Judy Myers on the documentary, La Chana

When Antonia Santiago Amador danced, the doors to her soul were opened. Behind one door, there were diamonds. Behind another door, there was light. Compas was the key that opened the doors for Antonia, best known to the world as “La Chana.”

“I was happy dancing because I was born to dance,” she proclaims in the documentary La Chana, directed by Croatian film director Lucija Stojevic, screened on April 11 in Merkin Hall thanks to the Thalia Theater and Angel Gil Orrios, the Thalia’s artistic director. The film performs the double service of capturing La Chana’s artistry as well as her tragic biography, illuminating each in relation to the other.

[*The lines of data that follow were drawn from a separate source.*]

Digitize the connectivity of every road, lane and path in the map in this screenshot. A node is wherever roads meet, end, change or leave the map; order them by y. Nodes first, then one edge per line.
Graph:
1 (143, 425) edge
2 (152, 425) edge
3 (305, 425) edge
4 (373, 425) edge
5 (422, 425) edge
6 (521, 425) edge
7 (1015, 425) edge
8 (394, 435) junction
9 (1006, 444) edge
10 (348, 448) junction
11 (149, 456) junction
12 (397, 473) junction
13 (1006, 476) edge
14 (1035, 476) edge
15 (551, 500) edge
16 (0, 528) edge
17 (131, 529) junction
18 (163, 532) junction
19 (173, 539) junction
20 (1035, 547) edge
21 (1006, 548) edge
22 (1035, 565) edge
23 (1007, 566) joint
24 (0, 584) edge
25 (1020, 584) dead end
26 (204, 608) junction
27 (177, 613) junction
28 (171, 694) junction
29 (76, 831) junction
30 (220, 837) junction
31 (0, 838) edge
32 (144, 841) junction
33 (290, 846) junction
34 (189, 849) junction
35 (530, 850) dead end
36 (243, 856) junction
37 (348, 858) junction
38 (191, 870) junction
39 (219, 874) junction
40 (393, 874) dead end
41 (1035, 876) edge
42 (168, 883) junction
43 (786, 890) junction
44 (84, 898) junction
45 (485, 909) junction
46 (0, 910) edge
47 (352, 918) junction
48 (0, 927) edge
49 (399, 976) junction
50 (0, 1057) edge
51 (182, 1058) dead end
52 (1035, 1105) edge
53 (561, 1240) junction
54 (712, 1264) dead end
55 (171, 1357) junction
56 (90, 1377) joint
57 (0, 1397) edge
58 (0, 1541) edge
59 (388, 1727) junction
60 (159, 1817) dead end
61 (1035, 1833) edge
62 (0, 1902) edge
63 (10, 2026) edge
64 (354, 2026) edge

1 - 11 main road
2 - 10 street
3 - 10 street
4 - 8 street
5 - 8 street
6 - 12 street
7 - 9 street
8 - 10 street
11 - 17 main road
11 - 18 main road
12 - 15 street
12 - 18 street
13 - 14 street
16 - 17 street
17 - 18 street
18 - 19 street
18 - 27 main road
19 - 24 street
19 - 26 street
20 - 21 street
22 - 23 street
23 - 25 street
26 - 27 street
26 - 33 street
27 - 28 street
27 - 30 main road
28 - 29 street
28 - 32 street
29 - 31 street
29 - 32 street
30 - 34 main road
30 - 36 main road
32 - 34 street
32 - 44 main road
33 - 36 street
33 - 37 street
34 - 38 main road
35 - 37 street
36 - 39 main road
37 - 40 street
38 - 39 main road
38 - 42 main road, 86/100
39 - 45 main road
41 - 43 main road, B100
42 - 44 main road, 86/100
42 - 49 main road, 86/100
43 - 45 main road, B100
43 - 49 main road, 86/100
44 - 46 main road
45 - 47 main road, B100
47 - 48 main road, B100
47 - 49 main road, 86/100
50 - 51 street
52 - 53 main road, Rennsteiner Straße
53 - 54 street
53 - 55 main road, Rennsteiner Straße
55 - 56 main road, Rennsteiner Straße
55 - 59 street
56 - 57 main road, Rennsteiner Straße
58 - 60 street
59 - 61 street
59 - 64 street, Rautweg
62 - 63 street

La Chana, who is now unable to walk without help, was best known for her innovative rhythms, speed, strength, and emotionally wrenching performances. Her art could be so anguished that at times it would terrify her own daughter, who couldn’t watch her dance. “She was a wild force of nature,” the daughter, now grown, says in the voice of a little girl. “On the outside she looked like my mother, but I was scared her power would hurt her.”

La Chana was a born percussionist and Gitana from Catalan—a perfect vessel for the ultimate manifestation of flamenco. Indeed, flamenco, through compas, was her lifeblood. “Having compas in your head is the key to everything,” she says in the film. “When the end is well defined, you can’t make a mistake.” “Flamenco is infinite; the more you know, the more you know nothing.” “You must have compas engraved in your mind; once that happens, everything is fine.” “Strength and speed aren’t the anchor; it’s the soul. Your soul needs to control the compas.” The way La Chana experienced compas was deep and rare; you see it when she is young, in the documentary’s archival footage, and when she is older, in interviews made for the film.

As much as compas liberated La Chana, it served to enslave her. A young girl who was unable to sit without moving her feet to some internal rhythm, she was forbidden to dance in public by her traditional Gypsy family. She defied them and rose to establish an internationally acclaimed company with herself as star, beloved by, among others, Salvador Dali and Peter Sellers, who featured her in his film El Bobo. La Chana’s Gypsy husband, enraged by her success, beat her so severely that he broke her ribs, then forced her to retire. She only returned to dance when he stole the fortune she’d earned and left her and her daughter on the street, broke and broken. “She built an empire,” one of her admirers says. “Others squandered it.”

Yet La Chana did return to dance, not as the head of her own company but as a member of La Cumbre Flamenco. “I didn’t think I could return with all that speed and strength and truth,” she admits. But while she was no longer the star, she was still La Chana; a young student laments that La Chana’s rhythms are so difficult and contemporary that they are almost too difficult to catch.

Throughout the film, La Chana reiterates that compas led her to her soul. But what exactly does she mean by “soul”? The same thing most of us think of? Or could it have been the force of nature that so terrified La Chana’s daughter? Scientists theorize that at the center of every galaxy lies a black hole, a place where gravity is so strong that nothing can escape—even light. But physicist Stephen Hawking suggested that black holes actually emit a stream of radiation that is invisible to the human eye.

When the film was over, La Chana, now in her seventies, took the stage. She was led to a chair and seated to thunderous applause. Accompanied by cantaor Diego Amador and his son, palmero Diego Amador Jr.—both members of La Chana’s family—La Chana danced, sitting down. Suddenly everything was illuminated: compas, flamenco, duende, the abyss. On rare occasions, I’ve seen this elsewhere. But seeing La Chana was more. To watch her dance was to witness the transformation of a physical human body into an eternal presence that, like a black hole, simultaneously absorbs and emits radiance. “When I danced, I was in my light,” La Chana explains. “It was where I felt alive.”